Homeland tours to connect elders with Chickasaw history


This article appeared in the March 2024 edition of the Chickasaw Times

Feedback from Chickasaw elders at the 2023 Chickasaw Nation Elders Conference in Thackerville has inspired a new program to facilitate elder tours to the Chickasaw Homeland at no cost to them.

“Visiting the Chickasaw Homeland provides an opportunity to connect with Chickasaw history, to walk in the footsteps of our ancestors and experience a new perspective of our story,” Chickasaw Nation Governor Bill Anoatubby said. “It is important to offer this opportunity to our treasured elders, whose determined work throughout the years helped preserve the integrity and sovereignty of the Chickasaw Nation.”

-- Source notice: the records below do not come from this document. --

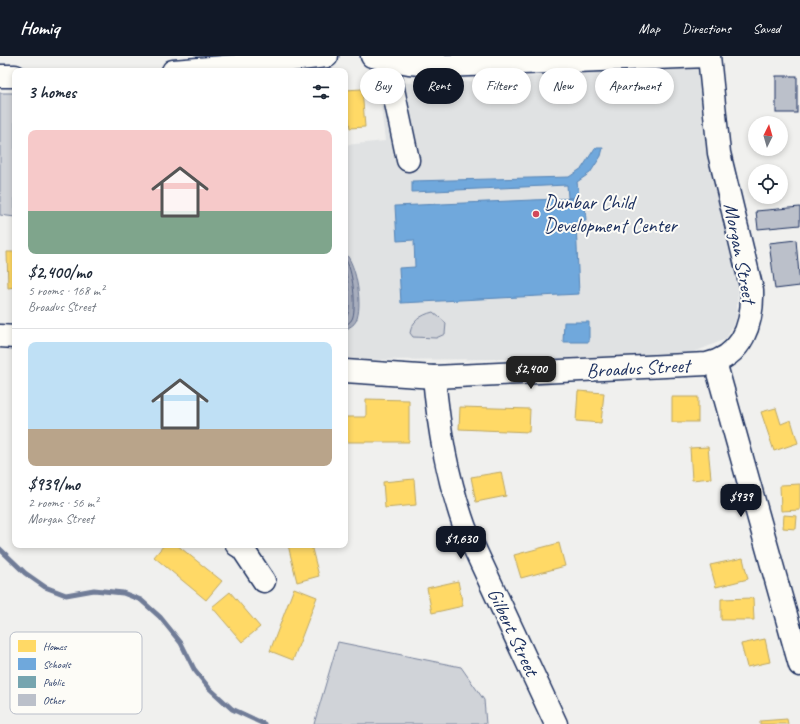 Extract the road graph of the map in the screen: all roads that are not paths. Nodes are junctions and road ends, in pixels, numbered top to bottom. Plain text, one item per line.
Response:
1 (327, 56) edge
2 (708, 56) edge
3 (382, 57) edge
4 (211, 68) edge
5 (0, 76) edge
6 (12, 76) edge
7 (408, 160) dead end
8 (0, 336) edge
9 (12, 337) edge
10 (715, 362) junction
11 (348, 371) edge
12 (434, 377) junction
13 (242, 548) edge
14 (264, 581) dead end
15 (800, 665) edge
16 (556, 724) edge

1 - 4 street
2 - 3 street
2 - 10 street, Morgan Street
3 - 7 street
5 - 6 street
8 - 9 street
10 - 12 street, Broadus Street
10 - 15 street
11 - 12 street, Broadus Street
12 - 16 street, Gilbert Street
13 - 14 street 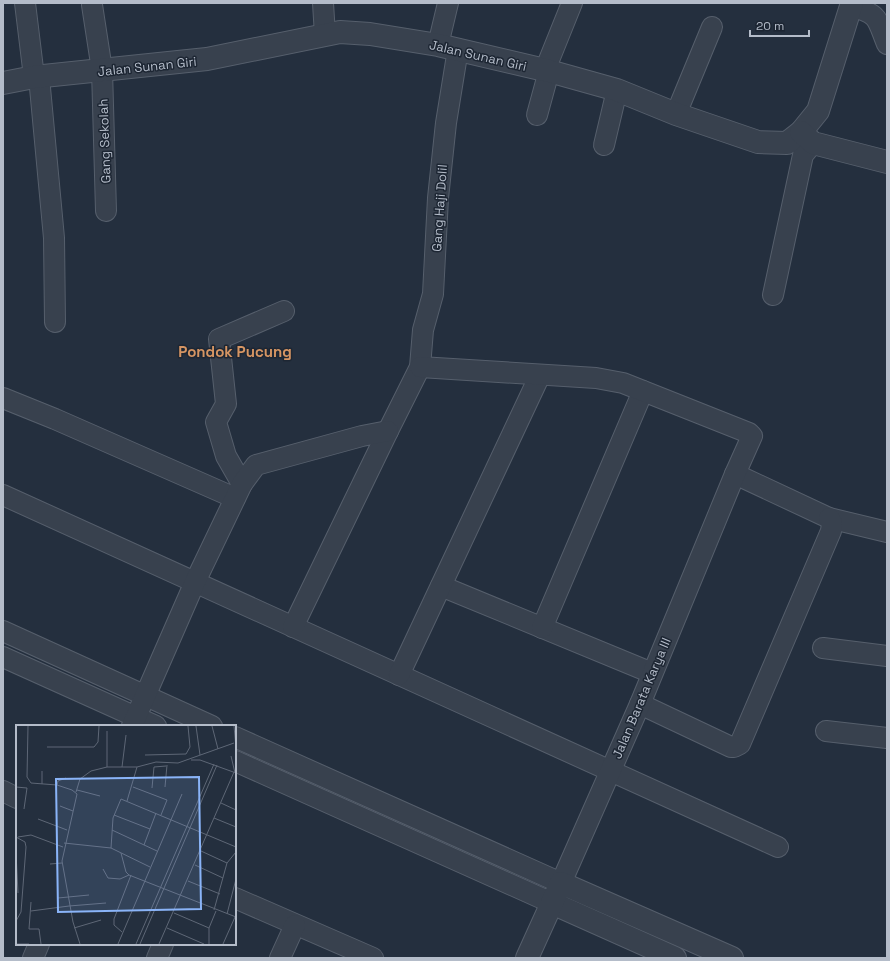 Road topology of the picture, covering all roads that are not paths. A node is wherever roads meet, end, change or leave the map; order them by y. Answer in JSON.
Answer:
{"nodes":[{"id":1,"x":25,"y":3,"type":"edge"},
{"id":2,"x":323,"y":3,"type":"edge"},
{"id":3,"x":448,"y":3,"type":"edge"},
{"id":4,"x":572,"y":3,"type":"edge"},
{"id":5,"x":852,"y":4,"type":"edge"},
{"id":6,"x":92,"y":5,"type":"dead end"},
{"id":7,"x":712,"y":27,"type":"dead end"},
{"id":8,"x":325,"y":35,"type":"junction"},
{"id":9,"x":887,"y":44,"type":"edge"},
{"id":10,"x":448,"y":47,"type":"junction"},
{"id":11,"x":102,"y":70,"type":"junction"},
{"id":12,"x":547,"y":71,"type":"junction"},
{"id":13,"x":37,"y":77,"type":"junction"},
{"id":14,"x":3,"y":83,"type":"edge"},
{"id":15,"x":617,"y":90,"type":"junction"},
{"id":16,"x":676,"y":114,"type":"junction"},
{"id":17,"x":537,"y":115,"type":"dead end"},
{"id":18,"x":807,"y":138,"type":"junction"},
{"id":19,"x":604,"y":145,"type":"dead end"},
{"id":20,"x":887,"y":162,"type":"edge"},
{"id":21,"x":106,"y":211,"type":"dead end"},
{"id":22,"x":773,"y":295,"type":"dead end"},
{"id":23,"x":284,"y":311,"type":"dead end"},
{"id":24,"x":55,"y":322,"type":"dead end"},
{"id":25,"x":420,"y":367,"type":"junction"},
{"id":26,"x":540,"y":375,"type":"junction"},
{"id":27,"x":643,"y":391,"type":"junction"},
{"id":28,"x":3,"y":398,"type":"edge"},
{"id":29,"x":388,"y":432,"type":"junction"},
{"id":30,"x":735,"y":474,"type":"junction"},
{"id":31,"x":238,"y":491,"type":"junction"},
{"id":32,"x":3,"y":495,"type":"edge"},
{"id":33,"x":829,"y":518,"type":"junction"},
{"id":34,"x":887,"y":532,"type":"edge"},
{"id":35,"x":195,"y":582,"type":"junction"},
{"id":36,"x":441,"y":586,"type":"junction"},
{"id":37,"x":293,"y":627,"type":"junction"},
{"id":38,"x":542,"y":628,"type":"junction"},
{"id":39,"x":3,"y":631,"type":"edge"},
{"id":40,"x":823,"y":648,"type":"dead end"},
{"id":41,"x":887,"y":656,"type":"edge"},
{"id":42,"x":3,"y":657,"type":"edge"},
{"id":43,"x":652,"y":673,"type":"junction"},
{"id":44,"x":399,"y":675,"type":"junction"},
{"id":45,"x":145,"y":696,"type":"junction"},
{"id":46,"x":640,"y":704,"type":"junction"},
{"id":47,"x":134,"y":721,"type":"edge"},
{"id":48,"x":152,"y":725,"type":"edge"},
{"id":49,"x":210,"y":725,"type":"edge"},
{"id":50,"x":826,"y":731,"type":"dead end"},
{"id":51,"x":236,"y":736,"type":"edge"},
{"id":52,"x":887,"y":738,"type":"edge"},
{"id":53,"x":236,"y":761,"type":"edge"},
{"id":54,"x":610,"y":770,"type":"junction"},
{"id":55,"x":3,"y":791,"type":"edge"},
{"id":56,"x":16,"y":798,"type":"edge"},
{"id":57,"x":778,"y":847,"type":"dead end"},
{"id":58,"x":556,"y":893,"type":"junction"},
{"id":59,"x":236,"y":898,"type":"edge"},
{"id":60,"x":295,"y":924,"type":"junction"},
{"id":61,"x":39,"y":945,"type":"edge"},
{"id":62,"x":163,"y":945,"type":"edge"},
{"id":63,"x":33,"y":958,"type":"edge"},
{"id":64,"x":157,"y":958,"type":"edge"},
{"id":65,"x":280,"y":958,"type":"edge"},
{"id":66,"x":373,"y":958,"type":"edge"},
{"id":67,"x":528,"y":958,"type":"edge"},
{"id":68,"x":675,"y":958,"type":"edge"},
{"id":69,"x":732,"y":958,"type":"edge"}],
"edges":[{"from":1,"to":13,"type":"street"},
{"from":2,"to":8,"type":"street"},
{"from":3,"to":10,"type":"street","name":"Gang Haji Dolil"},
{"from":4,"to":12,"type":"street"},
{"from":5,"to":9,"type":"street"},
{"from":5,"to":18,"type":"street","name":"Jalan Sunan Giri"},
{"from":6,"to":11,"type":"street","name":"Gang Sekolah"},
{"from":7,"to":16,"type":"street"},
{"from":8,"to":10,"type":"street","name":"Jalan Sunan Giri"},
{"from":8,"to":11,"type":"street","name":"Jalan Sunan Giri"},
{"from":10,"to":12,"type":"street","name":"Jalan Sunan Giri"},
{"from":10,"to":25,"type":"street","name":"Gang Haji Dolil"},
{"from":11,"to":13,"type":"street","name":"Jalan Sunan Giri"},
{"from":11,"to":21,"type":"street","name":"Gang Sekolah"},
{"from":12,"to":15,"type":"street","name":"Jalan Sunan Giri"},
{"from":12,"to":17,"type":"street"},
{"from":13,"to":14,"type":"street","name":"Jalan Sunan Giri"},
{"from":13,"to":24,"type":"street"},
{"from":15,"to":16,"type":"street","name":"Jalan Sunan Giri"},
{"from":15,"to":19,"type":"street"},
{"from":16,"to":18,"type":"street","name":"Jalan Sunan Giri"},
{"from":18,"to":20,"type":"street"},
{"from":18,"to":22,"type":"street"},
{"from":23,"to":31,"type":"street"},
{"from":25,"to":26,"type":"street"},
{"from":25,"to":29,"type":"street"},
{"from":26,"to":27,"type":"street"},
{"from":26,"to":36,"type":"street"},
{"from":27,"to":30,"type":"street","name":"Jalan Barata Karya III"},
{"from":27,"to":38,"type":"street"},
{"from":28,"to":31,"type":"street"},
{"from":29,"to":31,"type":"street"},
{"from":29,"to":37,"type":"street"},
{"from":30,"to":33,"type":"street"},
{"from":30,"to":43,"type":"street","name":"Jalan Barata Karya III"},
{"from":31,"to":35,"type":"street"},
{"from":32,"to":35,"type":"street"},
{"from":33,"to":34,"type":"street"},
{"from":33,"to":46,"type":"street"},
{"from":35,"to":37,"type":"street"},
{"from":35,"to":45,"type":"street"},
{"from":36,"to":38,"type":"street"},
{"from":36,"to":44,"type":"street"},
{"from":37,"to":44,"type":"street"},
{"from":38,"to":43,"type":"street"},
{"from":39,"to":45,"type":"street"},
{"from":40,"to":41,"type":"street"},
{"from":42,"to":47,"type":"street"},
{"from":43,"to":46,"type":"street","name":"Jalan Barata Karya III"},
{"from":44,"to":54,"type":"street"},
{"from":45,"to":47,"type":"street"},
{"from":45,"to":49,"type":"street"},
{"from":46,"to":54,"type":"street","name":"Jalan Barata Karya III"},
{"from":47,"to":48,"type":"street"},
{"from":50,"to":52,"type":"street"},
{"from":51,"to":58,"type":"street"},
{"from":53,"to":58,"type":"street"},
{"from":54,"to":57,"type":"street"},
{"from":54,"to":58,"type":"street","name":"Jalan Barata Karya III"},
{"from":55,"to":56,"type":"street"},
{"from":58,"to":67,"type":"street","name":"Jalan Barata Karya III"},
{"from":58,"to":68,"type":"street"},
{"from":58,"to":69,"type":"street"},
{"from":59,"to":60,"type":"street"},
{"from":60,"to":65,"type":"street"},
{"from":60,"to":66,"type":"street"},
{"from":61,"to":63,"type":"street"},
{"from":62,"to":64,"type":"street"}]}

Before Removal to Indian Territory in what is currently Oklahoma, Chickasaws inhabited their ancestral Homeland. This area is now parts of Kentucky, Tennessee, Mississippi and Alabama.

There, the unconquered and unconquerable Chickasaw people made a name for themselves as the “Spartans of the Lower Mississippi Valley,” due to their courage and prowess in battle. They also established trade and treaties with England and the early United States. It is also where the Chickasaw repelled the Spanish in their first encounter with Europeans and fought against the French.

“These individuals built a strong foundation on which the Chickasaw Nation’s success was built. For this and many other reasons, the Chickasaw Nation strives to offer many programs and opportunities specifically for elders, and a trip to the Homeland is one way to show our appreciation for their service,” Governor Anoatubby said.

As elders, themselves, are important connections to Chickasaw history, these Homeland tours will strengthen the tribe’s ties to its past.

Beginning in April of 2024, the Chickasaw Nation is planning to send 40 elders every year, over two trips, to the Chickasaw Homeland, where today the tribe is dedicated to preserving and sharing Chickasaw history and culture.

Sites that Chickasaw elders will be able to visit on these tours include Owl Creek Mounds, William Colbert’s last home site marker, Tishominko’s last home site marker, a Chickasaw village site and more.

The Chickasaw Nation will provide transportation, hotels and meals to 20 elders and one companion that is a spouse or blood relation of the elder and is 21 or older.
Elders can apply online at Chickasaw.net, in-person or by phone at area Chickasaw Nation Senior Centers, or by calling the Chickasaw Nation Aging Division at (580) 795-9790. Senior center and aging division staff can help elders complete their applications.

Chickasaw elders 60 years of age or older are eligible, and elders need not live within the Chickasaw Nation to qualify.
Applications only need to be submitted once to place elders on a list to be considered for these trips, which occur every year.

In response to inquiries about Homeland tours being made available to other Chickasaw citizens, the tribe is working to develop a new program that will be in place by the fall of 2024.